Al activar el editor visual de manchas, seleccione automático y haga clic en Aceptar. Asigne al vector de tinción estimado el nombre H-DAB. Para el análisis de píxeles, un método alternativo consiste en utilizar la herramienta de rectángulo del menú principal para resaltar una pequeña sección de un núcleo teñido con hematoxilina.
A continuación, accede al menú de la izquierda y selecciona imagen. A continuación, haga doble clic en la mancha uno y seleccione sí. De nuevo, utilice la herramienta de rectángulo para anotar una pequeña región, mostrando una tinción positiva con DAB.
Después de esto, seleccione la imagen en el menú de la izquierda y haga doble clic en la mancha dos, seguida de sí. Para evaluar la fracción de área de células inmunitarias positivas desde el menú principal, haga clic en la opción clasificar, seleccione clasificación de píxeles y haga clic en crear umbral. Después de eso, establezca la resolución en alta, seleccione el canal DAB y aplique un prefiltro gaussiano con un sigma de 0.5.
Ajuste el umbral entre 0,2 y 0,3. Defina los píxeles por encima del umbral como positivos y por debajo del umbral como negativos. Para la selección de región, opte por cualquier anotación.
Asigne un nombre al clasificador. A continuación, haga clic en guardar, medir y aceptar. Para documentar los hallazgos, copie los resultados que se muestran en el menú del lado izquierdo y transfiéralos a una hoja de cálculo.
Seleccione medir en el menú principal superior como método alternativo. A continuación, elija Mostrar medidas de anotación. Seleccione copiar en el portapapeles y pegue estos resultados en una hoja de cálculo para obtener un registro detallado.
Por último, haga clic con el botón derecho en la imagen, navegue hasta la vista múltiple y haga clic en cerrar visor para cerrar la imagen. La proteína CD117 se observó predominantemente en las membranas citoplasmáticas de las células redondeadas en el estroma tumoral y los espacios paravasculares. También se observaron células CD117 positivas en cápsulas tumorales y áreas paravasculares del margen externo y paratumorales.
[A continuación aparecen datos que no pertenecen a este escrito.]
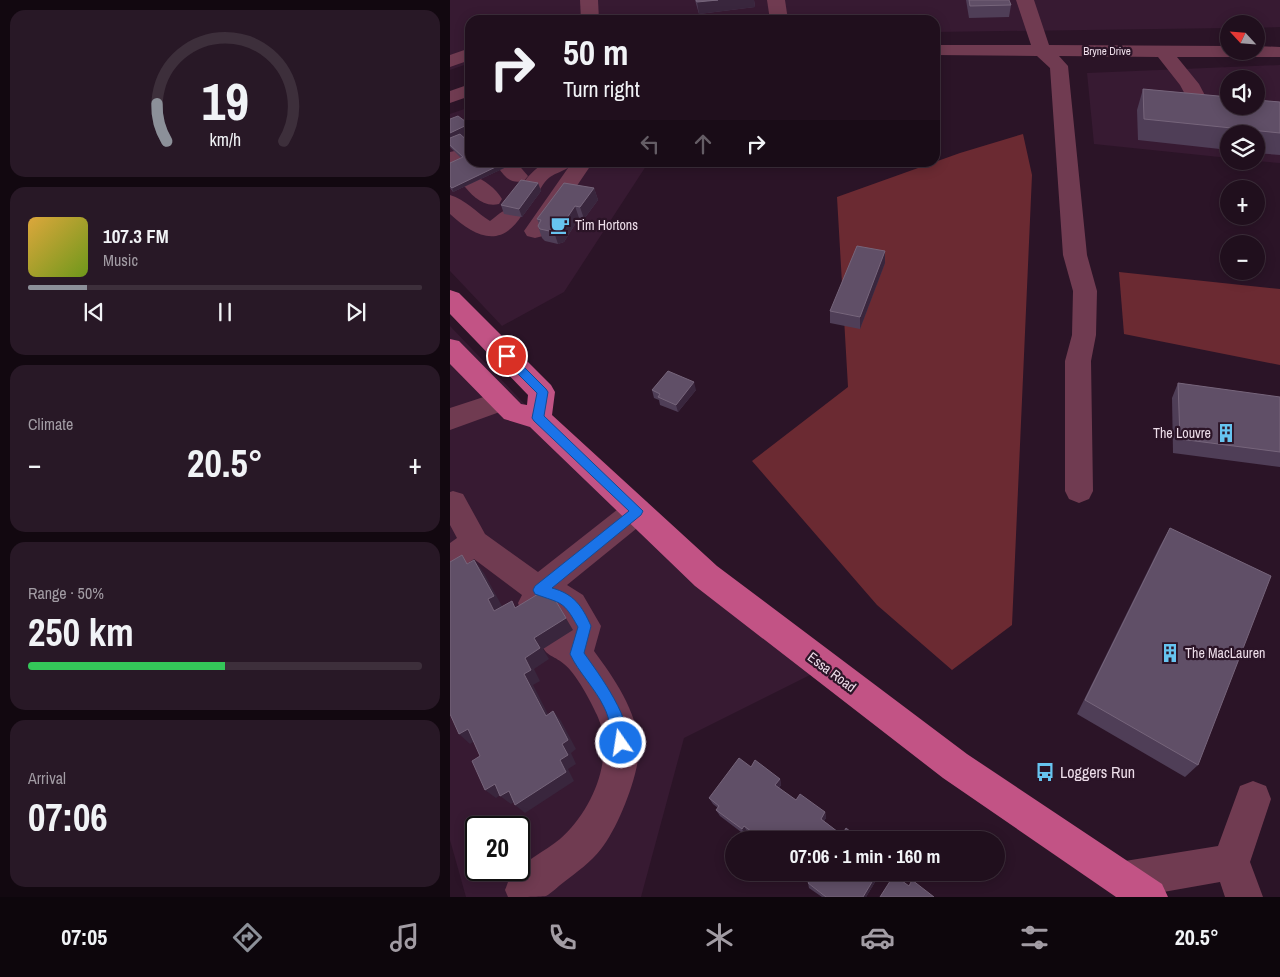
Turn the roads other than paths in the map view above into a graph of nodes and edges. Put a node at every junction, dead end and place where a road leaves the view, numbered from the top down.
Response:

La proteína NKp46 se observó principalmente en las membranas citoplasmáticas de las células redondeadas en espacios sinusoidales, el estroma del centro tumoral y el margen interno. Se observaron células positivas para Nkp46 en cápsulas alrededor de los nidos tumorales y el estroma de los tractos portales en el margen externo y las regiones peritumorales. La proteína CD1a se observó principalmente en las membranas citoplasmáticas de las células redondeadas, ya sea dispersas o en agregados en el estroma y espacios sinusoides en las regiones del centro tumoral y del margen interno.
Se encontraron células CD1a positivas en los sinusoides y el epitelio biliar de la región paratumoral.